Wexler, who has published dozens of papers and has a strong foundation in neuroscience research, attributes much of his company’s success to a holistic approach to cognitive development. In particular, Wexler said that there are three areas that predict student outcomes better than IQ scores—and that are most often deficient among students from high poverty backgrounds: inattention, low self-control, and struggles with memory.
The main service Wexler offers through C8 Sciences, a product called ACTIVATE, is a combination of adaptive education gaming, and physical exercises that get students moving in the classroom. The goal is to stimulate and create neuro-pathways that are often underdeveloped in students coming from low-income households.
Wexler’s company also gives teachers regular printouts and reports on student progress, which then go back into informing student performance. The overall effects, he claims, are stronger than the effects found through one-on-one tutoring.
Other school districts with similar poverty struggles are boasting of similar success stories. For example, Jody Woodrum, the former assistant superintendent of the Starkville-Oktibbeha Consolidated School District in Mississippi, described major boosts in reading scores after her district entered a partnership with another evidenced-based ed tech company, Scientific Learning. In some cases, she described how students were making more than a year’s worth of progress in reading skills in less than a semester’s worth of class time.
But the problem for district leaders nationally, is that for every ed-tech related success story, there are just as many high profile and costly, face-plants. The difficulties inherent in developing successful ed tech interventions was a major source of discussion among educators at the Brain Future’s conference.

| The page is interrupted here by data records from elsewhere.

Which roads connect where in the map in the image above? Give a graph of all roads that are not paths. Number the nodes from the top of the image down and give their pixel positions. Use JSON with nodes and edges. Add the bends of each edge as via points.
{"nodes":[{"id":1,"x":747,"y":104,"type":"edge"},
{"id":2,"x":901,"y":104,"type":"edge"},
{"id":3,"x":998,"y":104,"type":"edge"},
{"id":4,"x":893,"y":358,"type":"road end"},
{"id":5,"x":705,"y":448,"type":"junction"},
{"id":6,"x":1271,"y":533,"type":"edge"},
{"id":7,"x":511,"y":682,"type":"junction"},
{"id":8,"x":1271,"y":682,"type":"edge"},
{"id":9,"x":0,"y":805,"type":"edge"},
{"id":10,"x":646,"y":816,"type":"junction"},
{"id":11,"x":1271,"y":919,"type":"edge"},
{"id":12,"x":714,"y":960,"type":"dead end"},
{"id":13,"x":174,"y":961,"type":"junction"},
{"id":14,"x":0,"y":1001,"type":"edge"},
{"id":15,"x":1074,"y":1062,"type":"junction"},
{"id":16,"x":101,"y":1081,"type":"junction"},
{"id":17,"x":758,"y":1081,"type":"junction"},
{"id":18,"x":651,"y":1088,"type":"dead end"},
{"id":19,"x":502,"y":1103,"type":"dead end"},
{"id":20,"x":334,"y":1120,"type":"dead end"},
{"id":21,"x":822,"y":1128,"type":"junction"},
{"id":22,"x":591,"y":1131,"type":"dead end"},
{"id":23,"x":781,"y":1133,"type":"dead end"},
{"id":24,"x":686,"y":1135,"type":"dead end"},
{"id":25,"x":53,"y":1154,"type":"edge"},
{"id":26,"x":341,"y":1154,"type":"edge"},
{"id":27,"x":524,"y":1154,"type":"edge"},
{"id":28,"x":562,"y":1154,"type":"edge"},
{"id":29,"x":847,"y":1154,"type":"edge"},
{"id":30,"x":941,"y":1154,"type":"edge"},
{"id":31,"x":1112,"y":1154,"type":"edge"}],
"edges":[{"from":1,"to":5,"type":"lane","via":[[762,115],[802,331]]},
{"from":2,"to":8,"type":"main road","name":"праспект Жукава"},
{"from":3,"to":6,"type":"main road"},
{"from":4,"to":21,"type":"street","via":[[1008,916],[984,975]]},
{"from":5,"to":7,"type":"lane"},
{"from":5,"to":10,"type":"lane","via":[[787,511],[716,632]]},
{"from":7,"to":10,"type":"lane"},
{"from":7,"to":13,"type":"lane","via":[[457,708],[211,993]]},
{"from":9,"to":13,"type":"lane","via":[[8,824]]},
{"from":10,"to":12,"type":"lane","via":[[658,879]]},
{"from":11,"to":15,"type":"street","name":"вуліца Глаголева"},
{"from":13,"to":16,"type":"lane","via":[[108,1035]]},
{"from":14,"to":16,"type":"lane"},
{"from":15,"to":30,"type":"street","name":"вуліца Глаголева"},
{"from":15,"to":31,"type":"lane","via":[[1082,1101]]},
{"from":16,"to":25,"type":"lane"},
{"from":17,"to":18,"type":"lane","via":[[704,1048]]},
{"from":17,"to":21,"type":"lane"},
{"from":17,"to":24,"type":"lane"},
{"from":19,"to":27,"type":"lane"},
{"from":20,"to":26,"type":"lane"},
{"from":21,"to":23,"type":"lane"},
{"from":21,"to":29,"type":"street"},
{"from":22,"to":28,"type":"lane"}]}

Part of the problem is inherent in an ed tech market that lacks dynamism, favors incumbents, and stifles innovation. Often, schools are bombarded with marketing from myriad education companies, all of which promise the latest in brain science. Making a high-stakes decision under these stressful circumstances is highly difficult, explain purchasing experts.

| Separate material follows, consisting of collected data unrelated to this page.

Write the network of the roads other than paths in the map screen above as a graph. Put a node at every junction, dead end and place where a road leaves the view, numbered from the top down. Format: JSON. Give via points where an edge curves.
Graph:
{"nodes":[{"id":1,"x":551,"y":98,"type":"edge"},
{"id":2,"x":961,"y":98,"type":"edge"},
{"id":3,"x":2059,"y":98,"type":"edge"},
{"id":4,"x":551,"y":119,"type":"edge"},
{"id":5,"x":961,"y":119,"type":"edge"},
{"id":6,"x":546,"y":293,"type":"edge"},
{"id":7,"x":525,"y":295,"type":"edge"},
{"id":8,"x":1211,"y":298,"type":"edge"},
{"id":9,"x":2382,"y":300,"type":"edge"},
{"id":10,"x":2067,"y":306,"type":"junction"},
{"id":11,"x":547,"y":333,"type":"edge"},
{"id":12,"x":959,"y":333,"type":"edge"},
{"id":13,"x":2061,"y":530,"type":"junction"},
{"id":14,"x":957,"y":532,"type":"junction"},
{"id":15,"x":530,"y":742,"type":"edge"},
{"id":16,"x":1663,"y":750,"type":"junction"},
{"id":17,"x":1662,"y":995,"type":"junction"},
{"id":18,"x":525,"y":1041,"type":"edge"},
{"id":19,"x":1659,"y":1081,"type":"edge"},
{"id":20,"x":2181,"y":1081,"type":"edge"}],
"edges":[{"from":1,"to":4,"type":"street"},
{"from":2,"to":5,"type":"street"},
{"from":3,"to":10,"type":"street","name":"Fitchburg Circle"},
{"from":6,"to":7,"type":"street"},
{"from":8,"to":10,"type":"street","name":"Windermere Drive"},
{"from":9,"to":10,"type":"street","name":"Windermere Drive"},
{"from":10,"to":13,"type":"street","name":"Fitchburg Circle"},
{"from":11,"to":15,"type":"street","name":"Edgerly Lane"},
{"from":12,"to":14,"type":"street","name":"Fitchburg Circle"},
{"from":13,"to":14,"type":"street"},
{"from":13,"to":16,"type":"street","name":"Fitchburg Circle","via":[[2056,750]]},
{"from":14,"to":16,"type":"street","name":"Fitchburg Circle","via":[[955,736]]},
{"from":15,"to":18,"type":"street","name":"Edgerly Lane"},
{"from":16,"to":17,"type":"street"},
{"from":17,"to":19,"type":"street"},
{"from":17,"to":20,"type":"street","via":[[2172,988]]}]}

Even Wexler, the education entrepreneur, expressed sympathy for district leaders that feel besieged by competing offers. “It’s like buying a car,” he explained, you can lift up the hood and evaluate it before making a decision, but if you don’t know anything about an engine, you won’t know what to look for.
Despite the challenges of innovating in the education space, however, the push for more education technology in classrooms continues. If companies like Wexler’s are able to surpass the daunting hurdle of replicating their results at scale, presumably brain science-based programs will continue to find school district officials interested in buying.